The same example also tracks C allocation:

extern "C" {
    fn malloc(size: usize) -> *mut std::ffi::c_void;
    fn free(ptr: *mut std::ffi::c_void);
}

let ffi_ptr = unsafe { malloc(size) };

if !ffi_ptr.is_null() {
    tracker.create_passport(
        ffi_ptr as usize,
        size,
        format!("ffi_alloc_{}", i),
    )?;

    tracker.record_handover(
        ffi_ptr as usize,
        "foreign_function".to_string(),
        format!("ffi_call_{}", i),
    );

    unsafe {
        std::ptr::write_bytes(ffi_ptr as *mut u8, (0x40 + i) as u8, size);
        free(ffi_ptr);
    }
}

This is a typical trust-boundary case: Rust sees a raw *mut c_void, but the allocation and release semantics are foreign.


9. Export Pipeline

The export pipeline writes passport-related JSON files:

  • memory_passports.json
  • leak_detection.json
  • unsafe_ffi.json

The memory passport export includes fields such as:

serde_json::json!({
    "passport_id": p.passport_id,
    "allocation_ptr": format!("0x{:x}", p.allocation_ptr),
    "size_bytes": p.size_bytes,
    "created_at": p.created_at,
    "lifecycle_events": p.lifecycle_events.len(),
    "status": format!("{:?}", p.status_at_shutdown),
})

The unsafe/FFI export filters passports with FFI-related final states such as:

  • HandoverToFfi
  • InForeignCustody
  • FreedByForeign

10. What This Can and Cannot Prove

It can observe:

  • pointer creation;
  • allocation size;
  • lifecycle events;
  • handover to FFI;
  • foreign free records;
  • suspicious invalid or repeated frees;
  • final passport status.

It cannot prove:

  • all unsafe code is correct;
  • foreign code obeyed its ownership contract;
  • every external pointer has a complete origin;
  • every suspicious signal is definitely a bug.

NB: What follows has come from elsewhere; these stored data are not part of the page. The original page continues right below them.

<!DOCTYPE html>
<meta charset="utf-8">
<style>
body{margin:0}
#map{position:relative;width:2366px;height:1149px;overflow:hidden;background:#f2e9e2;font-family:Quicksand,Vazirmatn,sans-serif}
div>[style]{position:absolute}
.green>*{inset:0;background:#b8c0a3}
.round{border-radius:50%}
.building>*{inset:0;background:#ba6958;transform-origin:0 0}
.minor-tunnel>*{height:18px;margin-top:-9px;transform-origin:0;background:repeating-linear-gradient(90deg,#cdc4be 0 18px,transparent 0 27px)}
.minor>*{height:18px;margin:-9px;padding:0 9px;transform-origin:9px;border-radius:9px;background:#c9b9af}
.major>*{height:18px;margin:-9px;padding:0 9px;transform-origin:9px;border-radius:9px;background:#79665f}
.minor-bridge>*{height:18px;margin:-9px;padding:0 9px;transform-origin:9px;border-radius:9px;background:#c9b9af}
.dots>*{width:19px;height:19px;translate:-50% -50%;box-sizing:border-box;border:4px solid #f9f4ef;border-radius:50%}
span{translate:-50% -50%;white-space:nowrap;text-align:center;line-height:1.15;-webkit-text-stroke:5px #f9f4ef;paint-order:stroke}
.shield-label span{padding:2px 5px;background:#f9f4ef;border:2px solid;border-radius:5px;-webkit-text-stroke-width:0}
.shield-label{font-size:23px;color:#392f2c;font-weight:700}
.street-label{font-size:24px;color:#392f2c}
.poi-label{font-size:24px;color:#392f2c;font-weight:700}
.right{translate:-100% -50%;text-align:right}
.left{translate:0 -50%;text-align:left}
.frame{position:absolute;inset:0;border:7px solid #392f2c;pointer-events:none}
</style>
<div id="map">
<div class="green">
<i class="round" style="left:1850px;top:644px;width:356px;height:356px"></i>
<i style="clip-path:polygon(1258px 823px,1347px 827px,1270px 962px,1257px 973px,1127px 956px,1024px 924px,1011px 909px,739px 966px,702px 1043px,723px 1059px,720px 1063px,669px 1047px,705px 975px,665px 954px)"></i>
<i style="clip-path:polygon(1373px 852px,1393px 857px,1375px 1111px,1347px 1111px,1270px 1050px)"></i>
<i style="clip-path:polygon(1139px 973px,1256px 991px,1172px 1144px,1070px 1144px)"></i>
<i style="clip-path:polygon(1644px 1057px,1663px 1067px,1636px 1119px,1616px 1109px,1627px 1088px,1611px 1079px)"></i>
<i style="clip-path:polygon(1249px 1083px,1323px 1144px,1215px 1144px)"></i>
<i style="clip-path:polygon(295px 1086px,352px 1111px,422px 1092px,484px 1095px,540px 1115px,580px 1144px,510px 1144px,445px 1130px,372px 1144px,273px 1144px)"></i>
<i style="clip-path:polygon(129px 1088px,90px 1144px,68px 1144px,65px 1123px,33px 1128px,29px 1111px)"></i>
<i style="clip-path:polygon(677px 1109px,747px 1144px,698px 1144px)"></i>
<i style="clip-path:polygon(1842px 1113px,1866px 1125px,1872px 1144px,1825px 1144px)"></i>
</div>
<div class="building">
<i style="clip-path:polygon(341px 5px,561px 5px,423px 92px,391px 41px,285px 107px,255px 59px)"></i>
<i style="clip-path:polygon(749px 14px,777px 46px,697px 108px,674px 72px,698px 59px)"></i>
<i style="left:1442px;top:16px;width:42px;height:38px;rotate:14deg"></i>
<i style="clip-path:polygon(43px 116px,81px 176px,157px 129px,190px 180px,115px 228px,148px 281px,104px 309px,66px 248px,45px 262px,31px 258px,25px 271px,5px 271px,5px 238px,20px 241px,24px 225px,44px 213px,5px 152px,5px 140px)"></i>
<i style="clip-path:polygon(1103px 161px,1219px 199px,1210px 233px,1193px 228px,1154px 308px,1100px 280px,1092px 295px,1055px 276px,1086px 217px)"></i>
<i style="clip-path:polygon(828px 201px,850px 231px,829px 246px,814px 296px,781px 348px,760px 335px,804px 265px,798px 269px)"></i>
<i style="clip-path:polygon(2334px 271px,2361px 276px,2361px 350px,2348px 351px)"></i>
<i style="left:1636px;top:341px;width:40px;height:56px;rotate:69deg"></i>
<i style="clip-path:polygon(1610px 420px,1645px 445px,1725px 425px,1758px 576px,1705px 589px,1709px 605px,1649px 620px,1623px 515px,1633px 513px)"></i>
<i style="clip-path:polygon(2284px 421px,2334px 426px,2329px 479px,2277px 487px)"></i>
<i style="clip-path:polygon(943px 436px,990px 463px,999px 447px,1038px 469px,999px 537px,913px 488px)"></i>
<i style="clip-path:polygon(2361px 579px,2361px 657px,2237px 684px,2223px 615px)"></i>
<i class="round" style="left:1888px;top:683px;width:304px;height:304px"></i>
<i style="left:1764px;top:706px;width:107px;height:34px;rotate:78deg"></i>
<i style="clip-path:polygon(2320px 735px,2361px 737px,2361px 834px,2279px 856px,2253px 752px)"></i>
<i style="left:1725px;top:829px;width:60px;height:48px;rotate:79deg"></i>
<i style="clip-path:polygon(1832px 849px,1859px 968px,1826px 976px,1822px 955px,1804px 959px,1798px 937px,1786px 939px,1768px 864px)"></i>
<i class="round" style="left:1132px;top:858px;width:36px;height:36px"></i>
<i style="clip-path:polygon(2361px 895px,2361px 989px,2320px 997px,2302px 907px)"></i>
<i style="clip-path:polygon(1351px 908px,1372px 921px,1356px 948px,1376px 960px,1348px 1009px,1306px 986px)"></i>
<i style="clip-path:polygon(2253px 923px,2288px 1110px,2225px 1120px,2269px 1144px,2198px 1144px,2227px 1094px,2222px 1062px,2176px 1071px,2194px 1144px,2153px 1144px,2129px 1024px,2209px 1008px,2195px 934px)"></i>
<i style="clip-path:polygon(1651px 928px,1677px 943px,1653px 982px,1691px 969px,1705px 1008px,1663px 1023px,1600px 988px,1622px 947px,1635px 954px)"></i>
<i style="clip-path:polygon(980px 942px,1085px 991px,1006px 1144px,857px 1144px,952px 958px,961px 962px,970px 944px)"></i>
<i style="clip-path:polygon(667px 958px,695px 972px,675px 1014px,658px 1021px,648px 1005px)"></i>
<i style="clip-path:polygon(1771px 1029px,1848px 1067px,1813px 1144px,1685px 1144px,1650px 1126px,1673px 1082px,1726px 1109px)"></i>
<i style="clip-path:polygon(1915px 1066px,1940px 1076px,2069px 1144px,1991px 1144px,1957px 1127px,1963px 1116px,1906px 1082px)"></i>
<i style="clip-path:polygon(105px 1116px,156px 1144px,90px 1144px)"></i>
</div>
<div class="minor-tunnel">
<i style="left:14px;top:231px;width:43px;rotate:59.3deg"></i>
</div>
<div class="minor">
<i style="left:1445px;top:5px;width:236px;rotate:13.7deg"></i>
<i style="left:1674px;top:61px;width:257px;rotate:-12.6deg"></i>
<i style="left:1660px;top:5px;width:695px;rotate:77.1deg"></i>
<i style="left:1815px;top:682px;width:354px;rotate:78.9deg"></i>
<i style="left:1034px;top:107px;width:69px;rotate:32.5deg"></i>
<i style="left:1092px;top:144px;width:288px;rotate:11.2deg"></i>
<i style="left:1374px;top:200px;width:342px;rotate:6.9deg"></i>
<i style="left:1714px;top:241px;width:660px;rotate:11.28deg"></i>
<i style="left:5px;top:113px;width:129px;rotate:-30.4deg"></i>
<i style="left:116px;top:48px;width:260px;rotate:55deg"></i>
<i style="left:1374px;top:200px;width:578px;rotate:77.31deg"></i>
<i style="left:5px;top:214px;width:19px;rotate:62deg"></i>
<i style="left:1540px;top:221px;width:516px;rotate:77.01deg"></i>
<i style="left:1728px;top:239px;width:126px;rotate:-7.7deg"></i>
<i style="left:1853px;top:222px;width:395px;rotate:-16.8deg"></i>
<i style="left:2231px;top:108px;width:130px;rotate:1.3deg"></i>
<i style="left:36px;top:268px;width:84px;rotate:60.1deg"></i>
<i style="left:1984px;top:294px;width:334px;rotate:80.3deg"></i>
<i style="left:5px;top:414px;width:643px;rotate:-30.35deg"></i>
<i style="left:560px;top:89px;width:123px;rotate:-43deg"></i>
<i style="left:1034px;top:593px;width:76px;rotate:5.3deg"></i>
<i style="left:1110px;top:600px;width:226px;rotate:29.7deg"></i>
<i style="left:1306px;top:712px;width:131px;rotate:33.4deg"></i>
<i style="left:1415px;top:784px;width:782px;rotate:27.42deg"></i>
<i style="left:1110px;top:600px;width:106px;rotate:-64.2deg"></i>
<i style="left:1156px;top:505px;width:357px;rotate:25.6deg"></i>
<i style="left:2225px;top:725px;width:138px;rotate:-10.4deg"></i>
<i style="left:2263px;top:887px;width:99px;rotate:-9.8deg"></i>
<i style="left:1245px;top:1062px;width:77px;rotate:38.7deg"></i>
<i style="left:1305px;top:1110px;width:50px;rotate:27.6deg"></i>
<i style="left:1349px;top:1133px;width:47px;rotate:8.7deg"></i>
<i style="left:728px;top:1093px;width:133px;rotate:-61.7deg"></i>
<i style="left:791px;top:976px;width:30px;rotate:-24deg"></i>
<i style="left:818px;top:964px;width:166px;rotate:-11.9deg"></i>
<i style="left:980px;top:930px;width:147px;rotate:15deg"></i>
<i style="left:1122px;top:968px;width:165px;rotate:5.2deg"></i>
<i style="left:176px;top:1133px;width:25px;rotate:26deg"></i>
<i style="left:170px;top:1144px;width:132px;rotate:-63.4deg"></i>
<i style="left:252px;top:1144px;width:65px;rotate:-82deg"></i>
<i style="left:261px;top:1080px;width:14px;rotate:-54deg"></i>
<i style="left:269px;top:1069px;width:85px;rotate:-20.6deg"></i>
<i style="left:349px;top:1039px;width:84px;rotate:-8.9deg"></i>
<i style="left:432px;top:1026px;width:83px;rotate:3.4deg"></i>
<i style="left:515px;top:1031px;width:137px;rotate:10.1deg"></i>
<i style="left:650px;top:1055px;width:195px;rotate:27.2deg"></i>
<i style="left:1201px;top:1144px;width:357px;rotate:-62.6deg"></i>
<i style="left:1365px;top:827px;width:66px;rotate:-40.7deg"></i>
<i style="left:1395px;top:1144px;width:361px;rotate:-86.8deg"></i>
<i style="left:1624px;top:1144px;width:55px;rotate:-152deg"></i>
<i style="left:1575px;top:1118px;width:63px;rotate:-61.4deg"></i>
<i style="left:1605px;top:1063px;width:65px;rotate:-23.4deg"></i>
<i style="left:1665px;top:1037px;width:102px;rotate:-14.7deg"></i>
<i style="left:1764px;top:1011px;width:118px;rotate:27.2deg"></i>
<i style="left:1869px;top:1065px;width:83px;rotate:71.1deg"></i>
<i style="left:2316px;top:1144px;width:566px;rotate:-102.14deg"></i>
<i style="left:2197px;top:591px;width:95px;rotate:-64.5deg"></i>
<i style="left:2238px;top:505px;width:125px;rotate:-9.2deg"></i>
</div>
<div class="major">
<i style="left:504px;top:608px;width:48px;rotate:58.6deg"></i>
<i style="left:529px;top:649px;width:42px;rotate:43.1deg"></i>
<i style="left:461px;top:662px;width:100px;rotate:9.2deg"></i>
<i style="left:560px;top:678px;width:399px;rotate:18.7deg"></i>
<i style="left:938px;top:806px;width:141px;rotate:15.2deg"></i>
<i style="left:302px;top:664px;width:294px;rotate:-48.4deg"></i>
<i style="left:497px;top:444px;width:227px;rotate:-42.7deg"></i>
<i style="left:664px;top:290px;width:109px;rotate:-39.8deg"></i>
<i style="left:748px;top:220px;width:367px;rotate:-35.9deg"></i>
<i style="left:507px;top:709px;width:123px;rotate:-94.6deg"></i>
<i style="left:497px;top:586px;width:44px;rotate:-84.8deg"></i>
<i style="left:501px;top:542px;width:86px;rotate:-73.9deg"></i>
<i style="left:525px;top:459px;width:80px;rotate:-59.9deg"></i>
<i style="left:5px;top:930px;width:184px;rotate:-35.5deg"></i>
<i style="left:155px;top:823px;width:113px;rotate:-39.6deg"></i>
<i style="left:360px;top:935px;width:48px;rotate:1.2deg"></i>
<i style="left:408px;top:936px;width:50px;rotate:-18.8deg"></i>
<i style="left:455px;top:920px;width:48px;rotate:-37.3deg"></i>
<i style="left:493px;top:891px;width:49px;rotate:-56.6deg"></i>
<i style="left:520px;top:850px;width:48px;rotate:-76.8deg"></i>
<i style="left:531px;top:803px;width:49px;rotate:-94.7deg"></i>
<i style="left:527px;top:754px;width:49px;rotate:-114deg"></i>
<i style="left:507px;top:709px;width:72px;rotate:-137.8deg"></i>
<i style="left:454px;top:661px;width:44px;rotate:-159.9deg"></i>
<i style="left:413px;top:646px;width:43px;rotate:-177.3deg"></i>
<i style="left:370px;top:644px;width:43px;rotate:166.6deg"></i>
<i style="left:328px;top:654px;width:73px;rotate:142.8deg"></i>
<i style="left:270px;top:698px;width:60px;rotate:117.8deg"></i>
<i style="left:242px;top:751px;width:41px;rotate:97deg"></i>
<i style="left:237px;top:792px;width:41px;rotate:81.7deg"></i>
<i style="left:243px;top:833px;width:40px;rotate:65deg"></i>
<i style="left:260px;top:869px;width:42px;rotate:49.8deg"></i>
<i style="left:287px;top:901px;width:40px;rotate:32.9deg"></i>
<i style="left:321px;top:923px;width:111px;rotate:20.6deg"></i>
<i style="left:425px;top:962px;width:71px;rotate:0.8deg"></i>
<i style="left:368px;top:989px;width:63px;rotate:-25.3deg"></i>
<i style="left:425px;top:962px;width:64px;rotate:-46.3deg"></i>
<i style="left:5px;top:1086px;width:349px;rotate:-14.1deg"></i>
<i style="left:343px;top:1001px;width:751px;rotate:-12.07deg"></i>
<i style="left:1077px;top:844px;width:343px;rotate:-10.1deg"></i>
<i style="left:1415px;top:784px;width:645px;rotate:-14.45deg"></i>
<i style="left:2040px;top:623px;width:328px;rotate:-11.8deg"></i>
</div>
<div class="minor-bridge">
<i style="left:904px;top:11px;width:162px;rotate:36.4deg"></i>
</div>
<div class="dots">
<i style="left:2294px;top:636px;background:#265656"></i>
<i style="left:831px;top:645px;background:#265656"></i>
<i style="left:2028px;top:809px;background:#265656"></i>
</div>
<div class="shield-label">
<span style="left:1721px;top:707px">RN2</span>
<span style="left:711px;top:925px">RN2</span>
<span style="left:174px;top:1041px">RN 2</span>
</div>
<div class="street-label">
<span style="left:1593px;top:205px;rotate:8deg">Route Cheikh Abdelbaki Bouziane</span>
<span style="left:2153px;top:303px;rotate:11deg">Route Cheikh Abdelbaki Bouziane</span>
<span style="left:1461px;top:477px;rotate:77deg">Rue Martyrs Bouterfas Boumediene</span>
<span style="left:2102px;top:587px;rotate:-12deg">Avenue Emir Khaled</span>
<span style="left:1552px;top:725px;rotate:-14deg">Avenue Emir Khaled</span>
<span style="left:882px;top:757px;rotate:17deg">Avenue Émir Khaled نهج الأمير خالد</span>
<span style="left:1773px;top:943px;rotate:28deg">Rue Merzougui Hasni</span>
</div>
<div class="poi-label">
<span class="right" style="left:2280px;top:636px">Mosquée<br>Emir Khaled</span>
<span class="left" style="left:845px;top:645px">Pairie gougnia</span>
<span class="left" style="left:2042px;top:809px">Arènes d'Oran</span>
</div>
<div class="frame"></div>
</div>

This is runtime observability, not formal verification.


11. Summary

The memory passport model is useful because it turns unsafe and FFI memory into something auditable.

It records:

  • origin;
  • lifecycle events;
  • custody transitions;
  • final status;
  • safety violation signals.

The most honest description is:

memscope-rs does not make unsafe code safe. It makes unsafe and FFI memory lifecycles easier to observe and audit.